Input >>
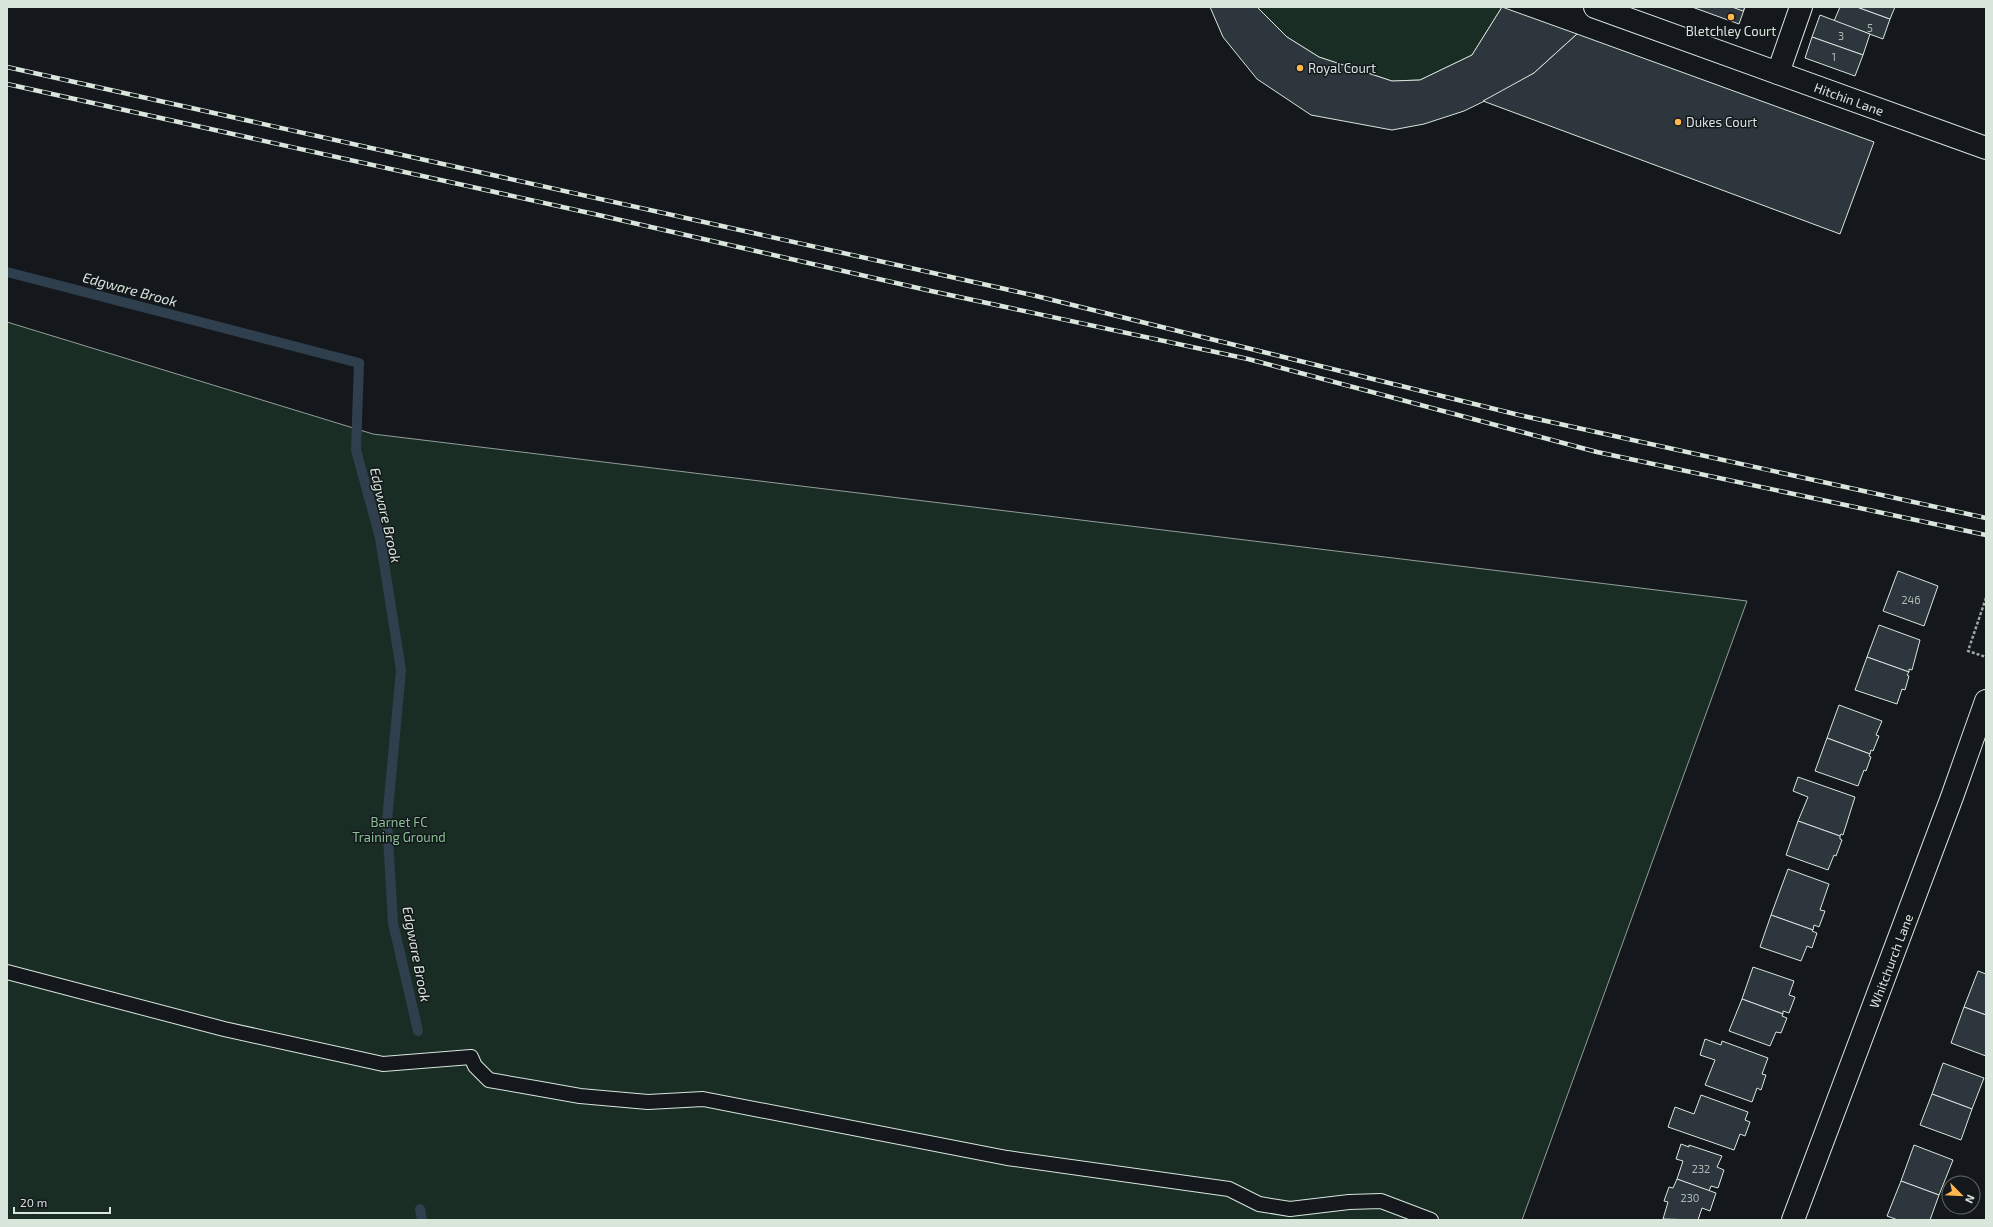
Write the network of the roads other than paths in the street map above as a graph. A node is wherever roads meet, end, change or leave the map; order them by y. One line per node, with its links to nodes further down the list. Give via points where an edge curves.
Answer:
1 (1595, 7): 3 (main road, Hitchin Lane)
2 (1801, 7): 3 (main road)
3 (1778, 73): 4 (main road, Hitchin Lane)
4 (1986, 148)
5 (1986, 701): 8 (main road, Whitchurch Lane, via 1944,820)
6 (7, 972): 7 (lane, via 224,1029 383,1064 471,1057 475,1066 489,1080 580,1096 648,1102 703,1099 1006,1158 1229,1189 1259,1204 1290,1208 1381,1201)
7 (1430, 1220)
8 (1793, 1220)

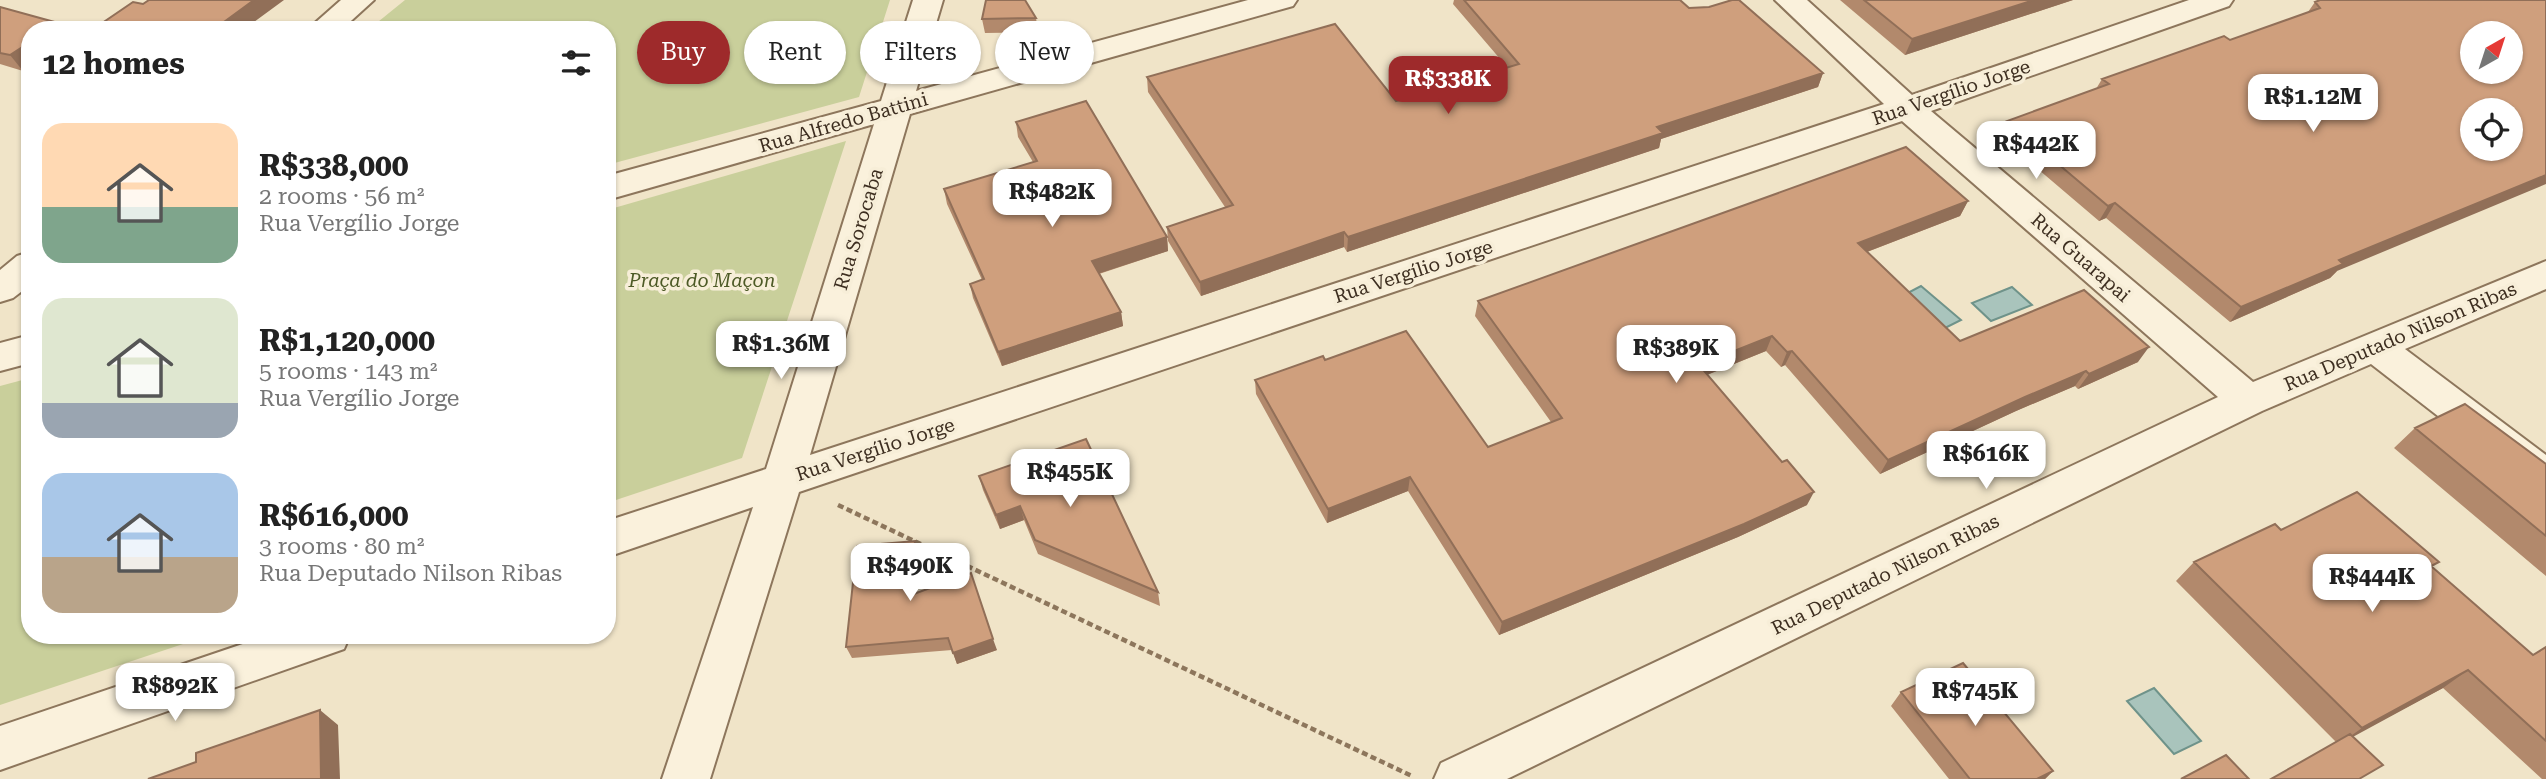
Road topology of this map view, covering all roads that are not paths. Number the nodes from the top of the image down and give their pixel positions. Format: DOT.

Work task >>
The job here is to write out the records exactly, pictures excluded.

Answer box >>
Write the network of the roads other than paths in the street map above as a graph. A node is wherever roads meet, end, change or leave the map; order them by y. One line per node, with its links to nodes further down the list. Give via points where an edge curves.
Answer:
1 (1595, 7): 3 (main road, Hitchin Lane)
2 (1801, 7): 3 (main road)
3 (1778, 73): 4 (main road, Hitchin Lane)
4 (1986, 148)
5 (1986, 701): 8 (main road, Whitchurch Lane, via 1944,820)
6 (7, 972): 7 (lane, via 224,1029 383,1064 471,1057 475,1066 489,1080 580,1096 648,1102 703,1099 1006,1158 1229,1189 1259,1204 1290,1208 1381,1201)
7 (1430, 1220)
8 (1793, 1220)

Road topology of this map view, covering all roads that are not paths. Number the nodes from the top of the image down and give their pixel positions. Format: DOT.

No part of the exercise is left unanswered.